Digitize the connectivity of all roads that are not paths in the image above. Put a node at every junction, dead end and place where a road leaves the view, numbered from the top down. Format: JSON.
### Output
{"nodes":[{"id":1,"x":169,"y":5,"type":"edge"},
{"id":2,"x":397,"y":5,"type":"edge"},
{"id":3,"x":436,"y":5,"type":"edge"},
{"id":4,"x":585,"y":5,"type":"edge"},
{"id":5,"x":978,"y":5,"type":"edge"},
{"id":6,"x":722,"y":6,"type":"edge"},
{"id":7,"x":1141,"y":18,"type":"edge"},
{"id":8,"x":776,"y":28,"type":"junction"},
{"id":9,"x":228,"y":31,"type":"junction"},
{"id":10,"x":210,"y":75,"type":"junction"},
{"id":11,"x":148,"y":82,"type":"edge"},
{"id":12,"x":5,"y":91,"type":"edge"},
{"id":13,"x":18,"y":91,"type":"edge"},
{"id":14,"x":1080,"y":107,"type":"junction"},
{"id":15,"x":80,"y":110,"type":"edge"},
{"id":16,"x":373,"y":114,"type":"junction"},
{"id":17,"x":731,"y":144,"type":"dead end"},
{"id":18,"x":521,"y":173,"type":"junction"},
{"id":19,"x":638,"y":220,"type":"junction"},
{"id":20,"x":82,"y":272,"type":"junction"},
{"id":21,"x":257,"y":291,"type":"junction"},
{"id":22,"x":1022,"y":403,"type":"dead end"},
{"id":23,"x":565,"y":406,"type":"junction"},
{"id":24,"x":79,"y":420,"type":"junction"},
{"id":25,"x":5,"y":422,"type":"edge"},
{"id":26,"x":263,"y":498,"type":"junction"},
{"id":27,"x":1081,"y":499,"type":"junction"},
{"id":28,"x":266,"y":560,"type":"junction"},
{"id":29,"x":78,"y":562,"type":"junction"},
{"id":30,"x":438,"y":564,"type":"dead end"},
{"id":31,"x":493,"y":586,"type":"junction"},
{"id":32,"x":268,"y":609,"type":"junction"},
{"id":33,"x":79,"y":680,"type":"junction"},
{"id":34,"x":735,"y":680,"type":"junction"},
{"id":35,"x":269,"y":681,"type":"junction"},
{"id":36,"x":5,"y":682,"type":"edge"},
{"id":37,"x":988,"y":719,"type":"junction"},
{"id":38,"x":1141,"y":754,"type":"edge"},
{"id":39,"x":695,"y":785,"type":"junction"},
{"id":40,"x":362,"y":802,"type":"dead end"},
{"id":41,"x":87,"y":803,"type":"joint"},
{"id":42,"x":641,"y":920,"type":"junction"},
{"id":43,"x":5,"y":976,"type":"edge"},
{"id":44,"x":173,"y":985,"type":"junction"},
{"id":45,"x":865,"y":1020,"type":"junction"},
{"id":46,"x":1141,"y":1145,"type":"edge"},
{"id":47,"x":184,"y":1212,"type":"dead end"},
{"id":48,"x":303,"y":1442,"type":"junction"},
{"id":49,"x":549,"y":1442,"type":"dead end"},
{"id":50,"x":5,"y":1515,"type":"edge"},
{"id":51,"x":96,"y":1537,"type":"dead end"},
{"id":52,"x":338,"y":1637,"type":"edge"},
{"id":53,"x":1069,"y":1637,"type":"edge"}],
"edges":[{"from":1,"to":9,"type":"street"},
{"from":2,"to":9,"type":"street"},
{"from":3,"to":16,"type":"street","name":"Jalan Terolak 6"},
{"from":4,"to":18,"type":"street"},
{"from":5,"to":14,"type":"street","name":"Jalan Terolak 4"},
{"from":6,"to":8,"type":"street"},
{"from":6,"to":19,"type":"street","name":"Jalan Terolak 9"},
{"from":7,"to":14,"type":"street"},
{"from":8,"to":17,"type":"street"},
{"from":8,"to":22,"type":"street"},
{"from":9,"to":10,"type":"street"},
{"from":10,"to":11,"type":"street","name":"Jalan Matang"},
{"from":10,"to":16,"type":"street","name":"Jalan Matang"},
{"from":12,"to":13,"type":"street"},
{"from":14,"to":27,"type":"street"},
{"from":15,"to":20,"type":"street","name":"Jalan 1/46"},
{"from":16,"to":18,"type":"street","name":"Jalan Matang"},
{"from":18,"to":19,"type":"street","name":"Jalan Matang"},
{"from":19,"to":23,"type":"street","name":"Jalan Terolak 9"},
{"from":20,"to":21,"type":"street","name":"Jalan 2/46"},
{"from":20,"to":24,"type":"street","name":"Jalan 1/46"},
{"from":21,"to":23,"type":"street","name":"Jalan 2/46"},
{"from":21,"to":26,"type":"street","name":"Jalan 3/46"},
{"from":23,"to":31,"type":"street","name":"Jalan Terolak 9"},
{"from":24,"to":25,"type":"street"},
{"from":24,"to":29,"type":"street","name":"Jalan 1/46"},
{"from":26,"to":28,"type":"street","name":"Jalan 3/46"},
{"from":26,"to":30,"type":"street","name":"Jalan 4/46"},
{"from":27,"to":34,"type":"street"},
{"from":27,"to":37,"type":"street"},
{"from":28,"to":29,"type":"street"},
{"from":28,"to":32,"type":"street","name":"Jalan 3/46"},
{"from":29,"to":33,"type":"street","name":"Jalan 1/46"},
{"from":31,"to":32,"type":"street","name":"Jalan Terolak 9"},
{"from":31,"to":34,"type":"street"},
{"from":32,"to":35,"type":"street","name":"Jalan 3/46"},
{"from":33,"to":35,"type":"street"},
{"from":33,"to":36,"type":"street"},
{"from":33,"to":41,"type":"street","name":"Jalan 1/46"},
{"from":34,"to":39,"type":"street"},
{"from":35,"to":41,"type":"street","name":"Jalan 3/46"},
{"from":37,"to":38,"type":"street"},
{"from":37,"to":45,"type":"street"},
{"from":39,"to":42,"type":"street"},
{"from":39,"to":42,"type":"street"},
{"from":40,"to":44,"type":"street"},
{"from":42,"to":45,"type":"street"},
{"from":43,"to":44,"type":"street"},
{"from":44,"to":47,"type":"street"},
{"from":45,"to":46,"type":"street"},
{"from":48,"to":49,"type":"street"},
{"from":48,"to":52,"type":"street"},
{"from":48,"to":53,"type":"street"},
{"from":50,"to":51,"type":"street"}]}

● ● ●

Repeat the records verbatim, every one of them.

▸ Exercise response:
Digitize the connectivity of all roads that are not paths in the image above. Put a node at every junction, dead end and place where a road leaves the view, numbered from the top down. Format: JSON.
### Output
{"nodes":[{"id":1,"x":169,"y":5,"type":"edge"},
{"id":2,"x":397,"y":5,"type":"edge"},
{"id":3,"x":436,"y":5,"type":"edge"},
{"id":4,"x":585,"y":5,"type":"edge"},
{"id":5,"x":978,"y":5,"type":"edge"},
{"id":6,"x":722,"y":6,"type":"edge"},
{"id":7,"x":1141,"y":18,"type":"edge"},
{"id":8,"x":776,"y":28,"type":"junction"},
{"id":9,"x":228,"y":31,"type":"junction"},
{"id":10,"x":210,"y":75,"type":"junction"},
{"id":11,"x":148,"y":82,"type":"edge"},
{"id":12,"x":5,"y":91,"type":"edge"},
{"id":13,"x":18,"y":91,"type":"edge"},
{"id":14,"x":1080,"y":107,"type":"junction"},
{"id":15,"x":80,"y":110,"type":"edge"},
{"id":16,"x":373,"y":114,"type":"junction"},
{"id":17,"x":731,"y":144,"type":"dead end"},
{"id":18,"x":521,"y":173,"type":"junction"},
{"id":19,"x":638,"y":220,"type":"junction"},
{"id":20,"x":82,"y":272,"type":"junction"},
{"id":21,"x":257,"y":291,"type":"junction"},
{"id":22,"x":1022,"y":403,"type":"dead end"},
{"id":23,"x":565,"y":406,"type":"junction"},
{"id":24,"x":79,"y":420,"type":"junction"},
{"id":25,"x":5,"y":422,"type":"edge"},
{"id":26,"x":263,"y":498,"type":"junction"},
{"id":27,"x":1081,"y":499,"type":"junction"},
{"id":28,"x":266,"y":560,"type":"junction"},
{"id":29,"x":78,"y":562,"type":"junction"},
{"id":30,"x":438,"y":564,"type":"dead end"},
{"id":31,"x":493,"y":586,"type":"junction"},
{"id":32,"x":268,"y":609,"type":"junction"},
{"id":33,"x":79,"y":680,"type":"junction"},
{"id":34,"x":735,"y":680,"type":"junction"},
{"id":35,"x":269,"y":681,"type":"junction"},
{"id":36,"x":5,"y":682,"type":"edge"},
{"id":37,"x":988,"y":719,"type":"junction"},
{"id":38,"x":1141,"y":754,"type":"edge"},
{"id":39,"x":695,"y":785,"type":"junction"},
{"id":40,"x":362,"y":802,"type":"dead end"},
{"id":41,"x":87,"y":803,"type":"joint"},
{"id":42,"x":641,"y":920,"type":"junction"},
{"id":43,"x":5,"y":976,"type":"edge"},
{"id":44,"x":173,"y":985,"type":"junction"},
{"id":45,"x":865,"y":1020,"type":"junction"},
{"id":46,"x":1141,"y":1145,"type":"edge"},
{"id":47,"x":184,"y":1212,"type":"dead end"},
{"id":48,"x":303,"y":1442,"type":"junction"},
{"id":49,"x":549,"y":1442,"type":"dead end"},
{"id":50,"x":5,"y":1515,"type":"edge"},
{"id":51,"x":96,"y":1537,"type":"dead end"},
{"id":52,"x":338,"y":1637,"type":"edge"},
{"id":53,"x":1069,"y":1637,"type":"edge"}],
"edges":[{"from":1,"to":9,"type":"street"},
{"from":2,"to":9,"type":"street"},
{"from":3,"to":16,"type":"street","name":"Jalan Terolak 6"},
{"from":4,"to":18,"type":"street"},
{"from":5,"to":14,"type":"street","name":"Jalan Terolak 4"},
{"from":6,"to":8,"type":"street"},
{"from":6,"to":19,"type":"street","name":"Jalan Terolak 9"},
{"from":7,"to":14,"type":"street"},
{"from":8,"to":17,"type":"street"},
{"from":8,"to":22,"type":"street"},
{"from":9,"to":10,"type":"street"},
{"from":10,"to":11,"type":"street","name":"Jalan Matang"},
{"from":10,"to":16,"type":"street","name":"Jalan Matang"},
{"from":12,"to":13,"type":"street"},
{"from":14,"to":27,"type":"street"},
{"from":15,"to":20,"type":"street","name":"Jalan 1/46"},
{"from":16,"to":18,"type":"street","name":"Jalan Matang"},
{"from":18,"to":19,"type":"street","name":"Jalan Matang"},
{"from":19,"to":23,"type":"street","name":"Jalan Terolak 9"},
{"from":20,"to":21,"type":"street","name":"Jalan 2/46"},
{"from":20,"to":24,"type":"street","name":"Jalan 1/46"},
{"from":21,"to":23,"type":"street","name":"Jalan 2/46"},
{"from":21,"to":26,"type":"street","name":"Jalan 3/46"},
{"from":23,"to":31,"type":"street","name":"Jalan Terolak 9"},
{"from":24,"to":25,"type":"street"},
{"from":24,"to":29,"type":"street","name":"Jalan 1/46"},
{"from":26,"to":28,"type":"street","name":"Jalan 3/46"},
{"from":26,"to":30,"type":"street","name":"Jalan 4/46"},
{"from":27,"to":34,"type":"street"},
{"from":27,"to":37,"type":"street"},
{"from":28,"to":29,"type":"street"},
{"from":28,"to":32,"type":"street","name":"Jalan 3/46"},
{"from":29,"to":33,"type":"street","name":"Jalan 1/46"},
{"from":31,"to":32,"type":"street","name":"Jalan Terolak 9"},
{"from":31,"to":34,"type":"street"},
{"from":32,"to":35,"type":"street","name":"Jalan 3/46"},
{"from":33,"to":35,"type":"street"},
{"from":33,"to":36,"type":"street"},
{"from":33,"to":41,"type":"street","name":"Jalan 1/46"},
{"from":34,"to":39,"type":"street"},
{"from":35,"to":41,"type":"street","name":"Jalan 3/46"},
{"from":37,"to":38,"type":"street"},
{"from":37,"to":45,"type":"street"},
{"from":39,"to":42,"type":"street"},
{"from":39,"to":42,"type":"street"},
{"from":40,"to":44,"type":"street"},
{"from":42,"to":45,"type":"street"},
{"from":43,"to":44,"type":"street"},
{"from":44,"to":47,"type":"street"},
{"from":45,"to":46,"type":"street"},
{"from":48,"to":49,"type":"street"},
{"from":48,"to":52,"type":"street"},
{"from":48,"to":53,"type":"street"},
{"from":50,"to":51,"type":"street"}]}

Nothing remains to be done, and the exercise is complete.